> **PROBLEM REQUIREMENTS**:
Return every line below exactly, without dropping any.

[Collected data]
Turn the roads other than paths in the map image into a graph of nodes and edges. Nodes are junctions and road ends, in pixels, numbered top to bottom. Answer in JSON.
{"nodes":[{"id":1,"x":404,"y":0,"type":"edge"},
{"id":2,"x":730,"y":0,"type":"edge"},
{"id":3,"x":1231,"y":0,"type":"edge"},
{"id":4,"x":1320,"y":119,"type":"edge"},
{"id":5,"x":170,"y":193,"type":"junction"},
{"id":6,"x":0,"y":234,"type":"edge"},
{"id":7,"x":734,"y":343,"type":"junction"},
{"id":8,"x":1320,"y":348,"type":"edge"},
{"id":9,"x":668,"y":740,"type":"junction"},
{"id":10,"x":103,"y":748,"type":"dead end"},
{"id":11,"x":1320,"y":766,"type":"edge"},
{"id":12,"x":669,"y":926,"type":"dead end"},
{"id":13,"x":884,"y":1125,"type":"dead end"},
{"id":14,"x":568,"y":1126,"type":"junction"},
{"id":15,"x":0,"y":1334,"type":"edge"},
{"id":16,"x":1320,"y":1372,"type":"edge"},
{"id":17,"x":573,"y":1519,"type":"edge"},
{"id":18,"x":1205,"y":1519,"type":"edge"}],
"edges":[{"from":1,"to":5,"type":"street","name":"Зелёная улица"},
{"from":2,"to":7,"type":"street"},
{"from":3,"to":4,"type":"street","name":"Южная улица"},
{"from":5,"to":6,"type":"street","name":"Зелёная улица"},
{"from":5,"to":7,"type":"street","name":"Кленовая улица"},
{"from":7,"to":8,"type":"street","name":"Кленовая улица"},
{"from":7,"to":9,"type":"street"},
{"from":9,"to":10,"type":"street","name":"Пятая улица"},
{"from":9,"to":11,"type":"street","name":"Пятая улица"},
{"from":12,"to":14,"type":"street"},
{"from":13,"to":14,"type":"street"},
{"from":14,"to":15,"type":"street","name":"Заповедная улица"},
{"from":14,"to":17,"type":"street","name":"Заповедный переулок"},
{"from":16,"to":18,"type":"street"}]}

> **SOLUTION TO THIS EXERCISE**:
Turn the roads other than paths in the map image into a graph of nodes and edges. Nodes are junctions and road ends, in pixels, numbered top to bottom. Answer in JSON.
{"nodes":[{"id":1,"x":404,"y":0,"type":"edge"},
{"id":2,"x":730,"y":0,"type":"edge"},
{"id":3,"x":1231,"y":0,"type":"edge"},
{"id":4,"x":1320,"y":119,"type":"edge"},
{"id":5,"x":170,"y":193,"type":"junction"},
{"id":6,"x":0,"y":234,"type":"edge"},
{"id":7,"x":734,"y":343,"type":"junction"},
{"id":8,"x":1320,"y":348,"type":"edge"},
{"id":9,"x":668,"y":740,"type":"junction"},
{"id":10,"x":103,"y":748,"type":"dead end"},
{"id":11,"x":1320,"y":766,"type":"edge"},
{"id":12,"x":669,"y":926,"type":"dead end"},
{"id":13,"x":884,"y":1125,"type":"dead end"},
{"id":14,"x":568,"y":1126,"type":"junction"},
{"id":15,"x":0,"y":1334,"type":"edge"},
{"id":16,"x":1320,"y":1372,"type":"edge"},
{"id":17,"x":573,"y":1519,"type":"edge"},
{"id":18,"x":1205,"y":1519,"type":"edge"}],
"edges":[{"from":1,"to":5,"type":"street","name":"Зелёная улица"},
{"from":2,"to":7,"type":"street"},
{"from":3,"to":4,"type":"street","name":"Южная улица"},
{"from":5,"to":6,"type":"street","name":"Зелёная улица"},
{"from":5,"to":7,"type":"street","name":"Кленовая улица"},
{"from":7,"to":8,"type":"street","name":"Кленовая улица"},
{"from":7,"to":9,"type":"street"},
{"from":9,"to":10,"type":"street","name":"Пятая улица"},
{"from":9,"to":11,"type":"street","name":"Пятая улица"},
{"from":12,"to":14,"type":"street"},
{"from":13,"to":14,"type":"street"},
{"from":14,"to":15,"type":"street","name":"Заповедная улица"},
{"from":14,"to":17,"type":"street","name":"Заповедный переулок"},
{"from":16,"to":18,"type":"street"}]}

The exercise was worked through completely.